[WORK REQUIRED] Scan the entries below for the word "this". Copy each line that has it.

---------- RECORD EXTRACTS

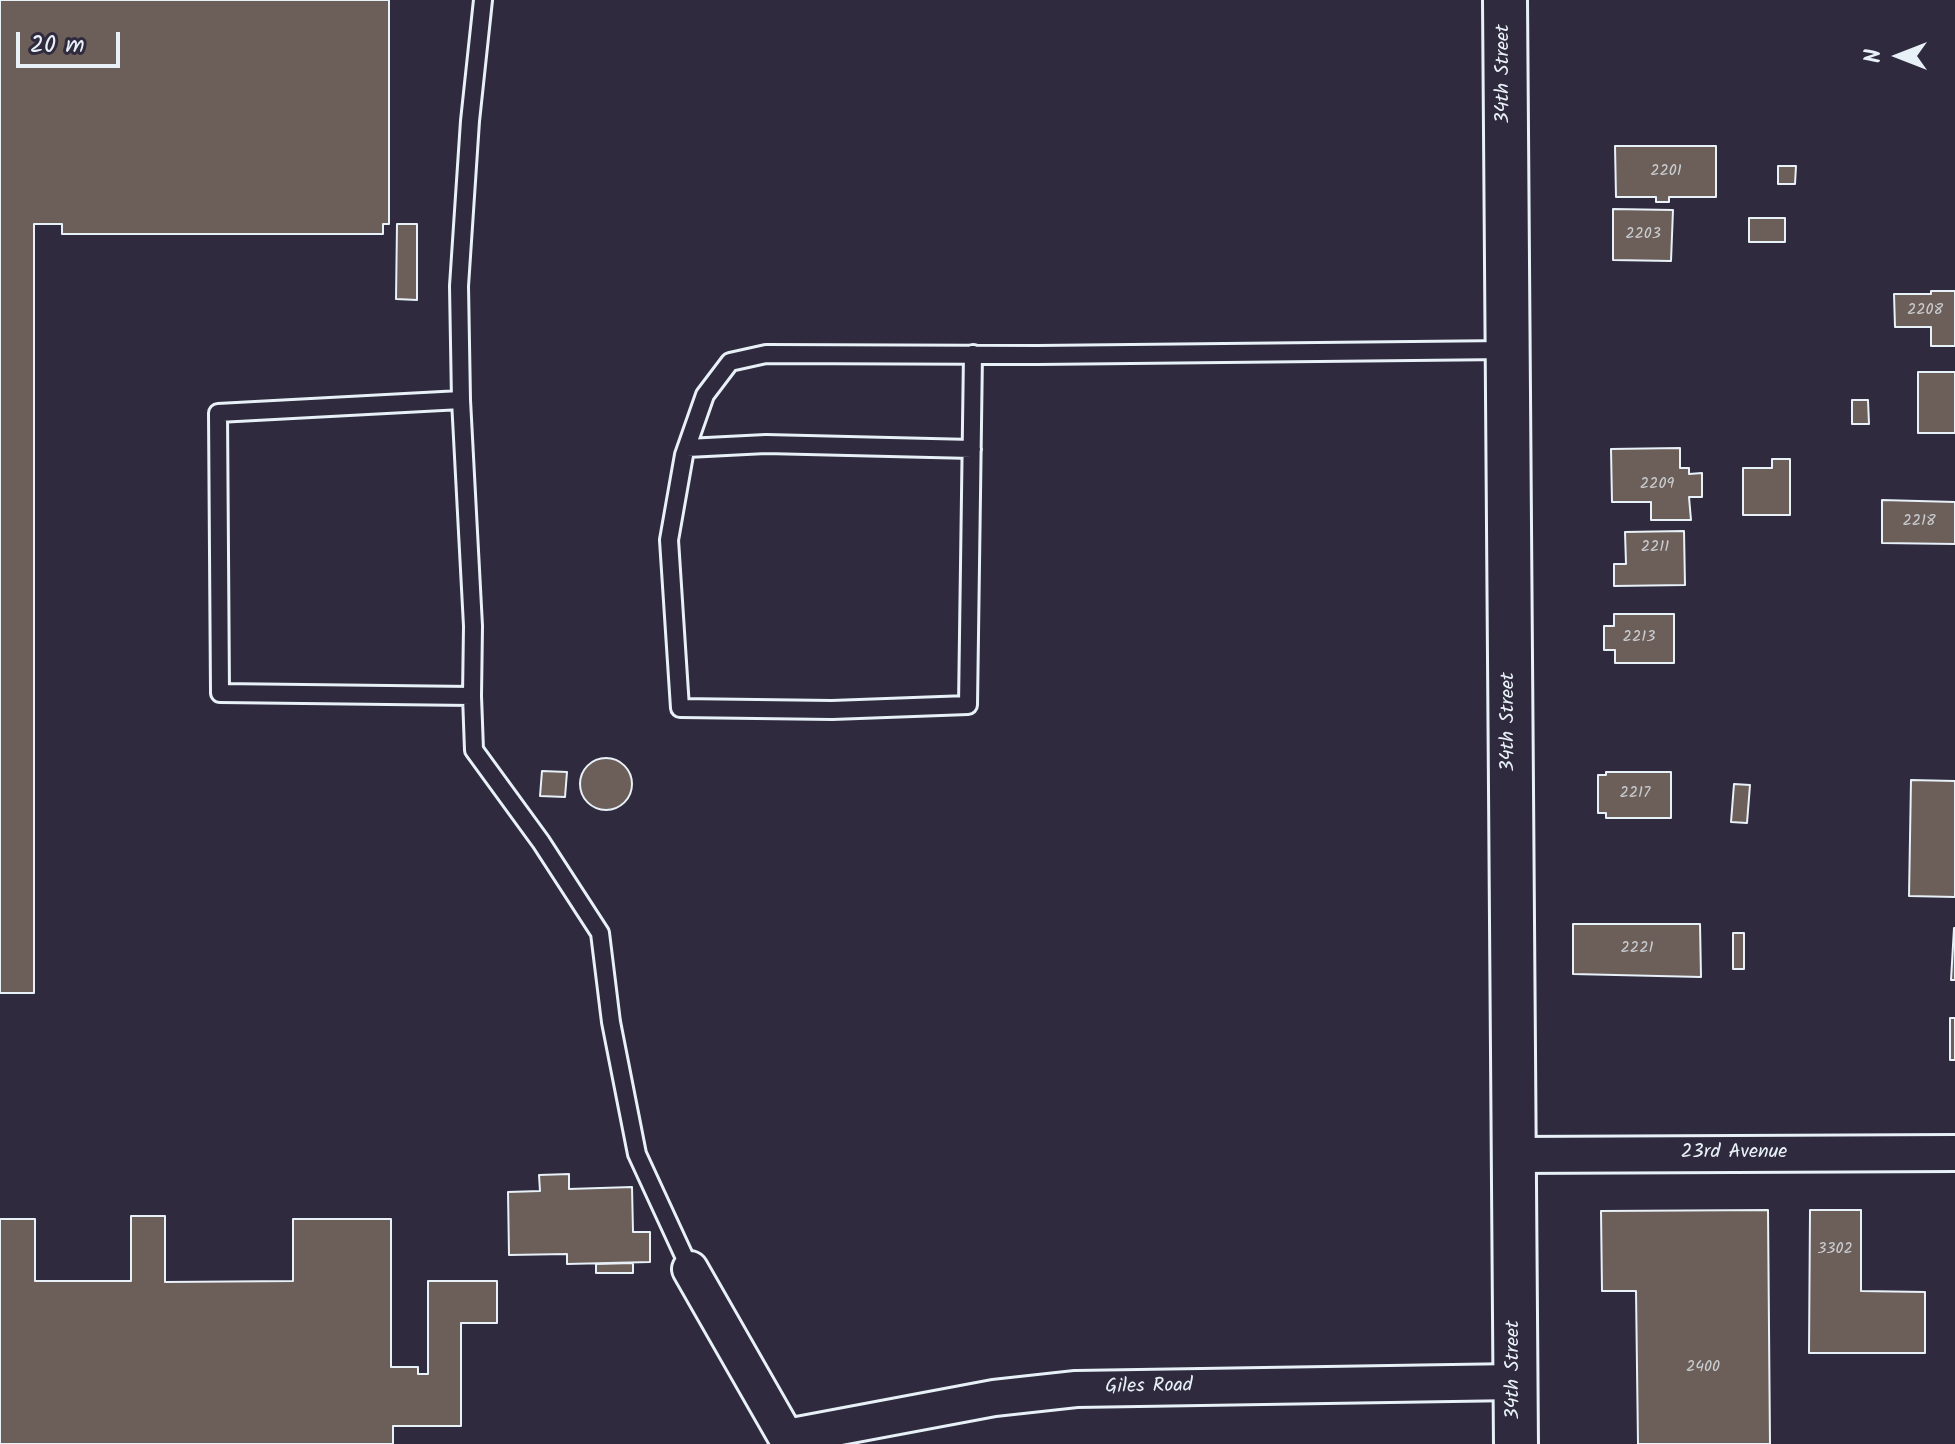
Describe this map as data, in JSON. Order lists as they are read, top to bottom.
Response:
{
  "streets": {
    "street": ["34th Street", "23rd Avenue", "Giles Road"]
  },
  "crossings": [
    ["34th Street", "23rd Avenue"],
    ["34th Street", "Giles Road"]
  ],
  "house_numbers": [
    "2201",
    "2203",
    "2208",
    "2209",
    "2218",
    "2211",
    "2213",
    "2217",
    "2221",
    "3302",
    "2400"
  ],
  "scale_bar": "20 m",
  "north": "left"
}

--------------------
---------- RECORD EXTRACTS

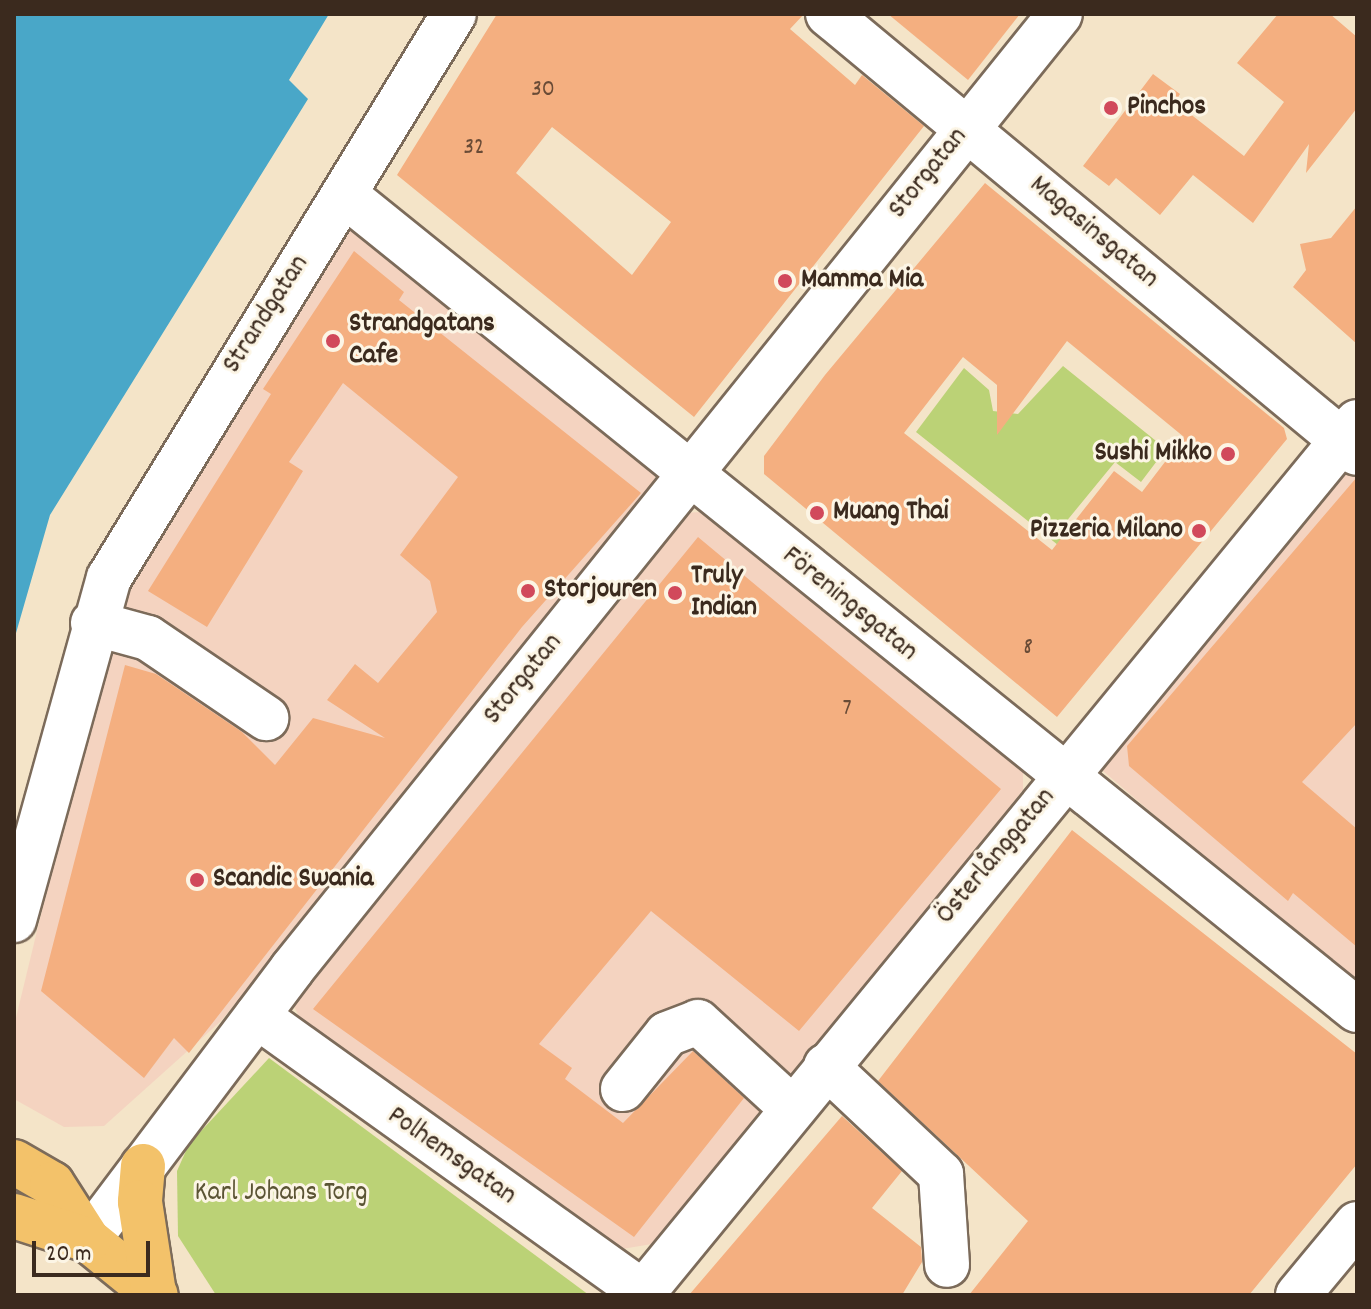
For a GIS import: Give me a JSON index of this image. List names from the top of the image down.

--------------------

[ANSWER TO THE EXERCISE]
Describe this map as data, in JSON. Order lists as they are read, top to bottom.
For a GIS import: Give me a JSON index of this image. List names from the top of the image down.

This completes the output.